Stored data
▽
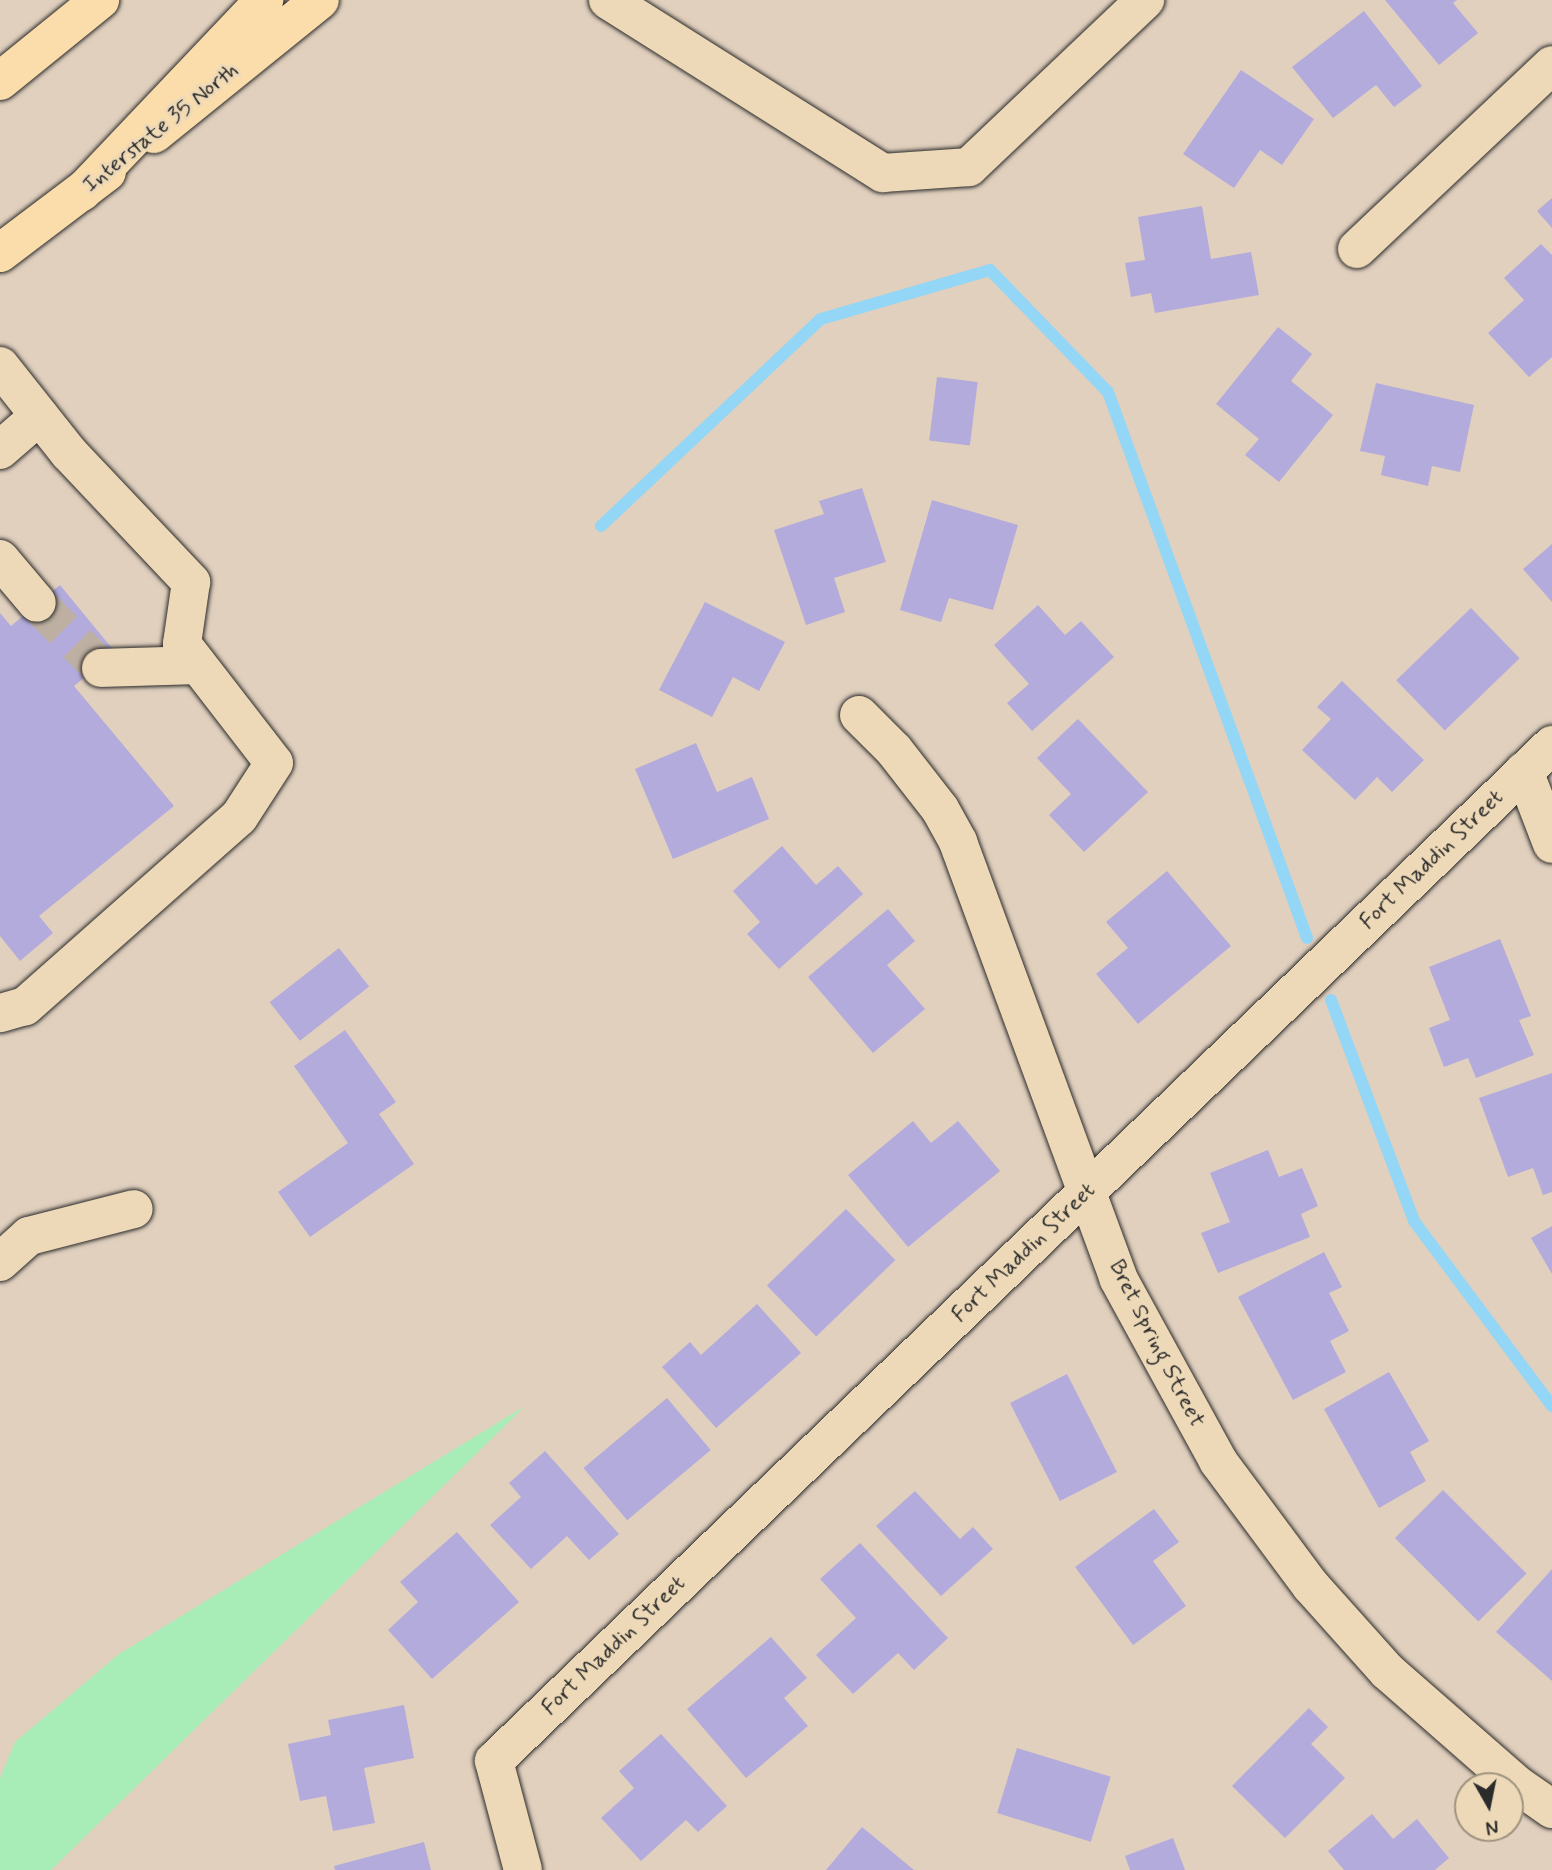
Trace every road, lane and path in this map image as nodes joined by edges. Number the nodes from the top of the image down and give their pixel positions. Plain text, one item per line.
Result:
1 (100, 0) edge
2 (264, 0) edge
3 (320, 0) edge
4 (608, 0) edge
5 (1145, 0) edge
6 (1552, 65) edge
7 (0, 81) edge
8 (82, 192) junction
9 (1357, 249) dead end
10 (0, 254) edge
11 (0, 366) edge
12 (38, 416) junction
13 (0, 450) edge
14 (0, 559) edge
15 (37, 603) tunnel mouth
16 (197, 665) junction
17 (101, 668) dead end
18 (859, 715) dead end
19 (1552, 745) edge
20 (1524, 771) junction
21 (1552, 844) edge
22 (0, 1013) edge
23 (1087, 1193) junction
24 (134, 1209) dead end
25 (0, 1262) edge
26 (1552, 1809) edge
27 (523, 1870) edge

1 - 7 main road
2 - 8 main road
3 - 8 main road, Interstate 35 North
4 - 5 street
6 - 9 street
8 - 10 main road, Interstate 35 North
11 - 12 street
12 - 13 street
12 - 16 street
14 - 15 street
16 - 17 street
16 - 22 street
18 - 23 street, Bret Spring Street
19 - 20 street, Fort Maddin Street
20 - 21 street
20 - 23 street, Fort Maddin Street
23 - 26 street, Bret Spring Street
23 - 27 street, Fort Maddin Street
24 - 25 street

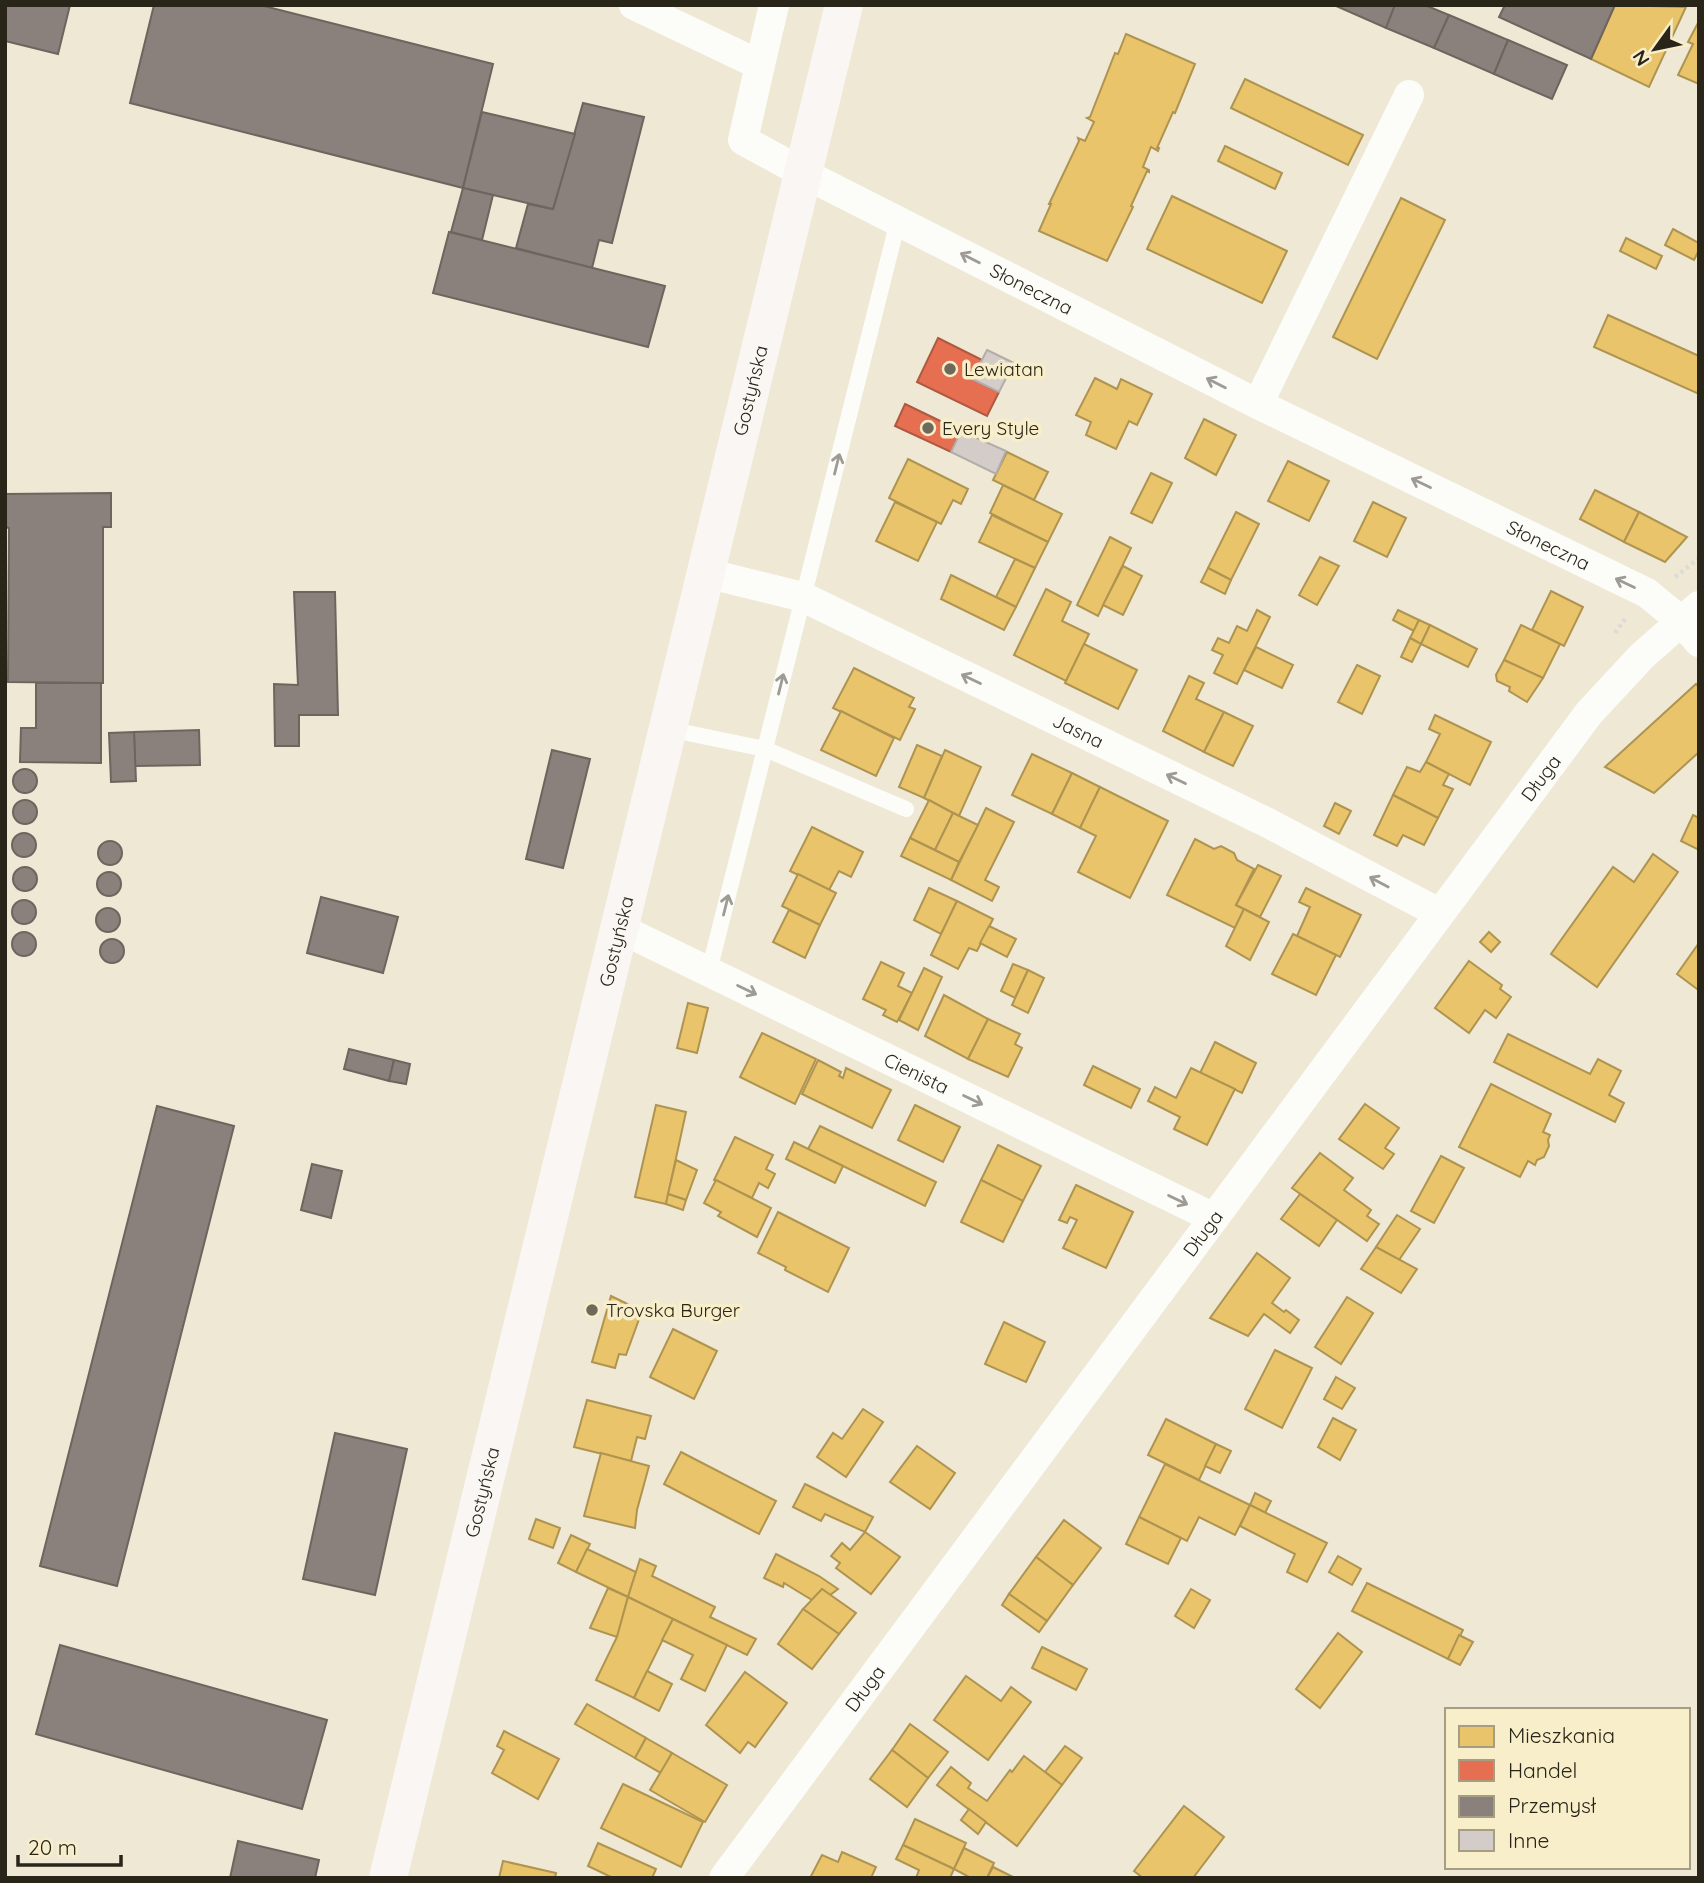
△
**Task to carry out**
Restate the data above word for word. Do not include the images.

**Finished task**
Trace every road, lane and path in this map image as nodes joined by edges. Number the nodes from the top of the image down and give their pixel positions. Plain text, one item per line.
Result:
1 (100, 0) edge
2 (264, 0) edge
3 (320, 0) edge
4 (608, 0) edge
5 (1145, 0) edge
6 (1552, 65) edge
7 (0, 81) edge
8 (82, 192) junction
9 (1357, 249) dead end
10 (0, 254) edge
11 (0, 366) edge
12 (38, 416) junction
13 (0, 450) edge
14 (0, 559) edge
15 (37, 603) tunnel mouth
16 (197, 665) junction
17 (101, 668) dead end
18 (859, 715) dead end
19 (1552, 745) edge
20 (1524, 771) junction
21 (1552, 844) edge
22 (0, 1013) edge
23 (1087, 1193) junction
24 (134, 1209) dead end
25 (0, 1262) edge
26 (1552, 1809) edge
27 (523, 1870) edge

1 - 7 main road
2 - 8 main road
3 - 8 main road, Interstate 35 North
4 - 5 street
6 - 9 street
8 - 10 main road, Interstate 35 North
11 - 12 street
12 - 13 street
12 - 16 street
14 - 15 street
16 - 17 street
16 - 22 street
18 - 23 street, Bret Spring Street
19 - 20 street, Fort Maddin Street
20 - 21 street
20 - 23 street, Fort Maddin Street
23 - 26 street, Bret Spring Street
23 - 27 street, Fort Maddin Street
24 - 25 street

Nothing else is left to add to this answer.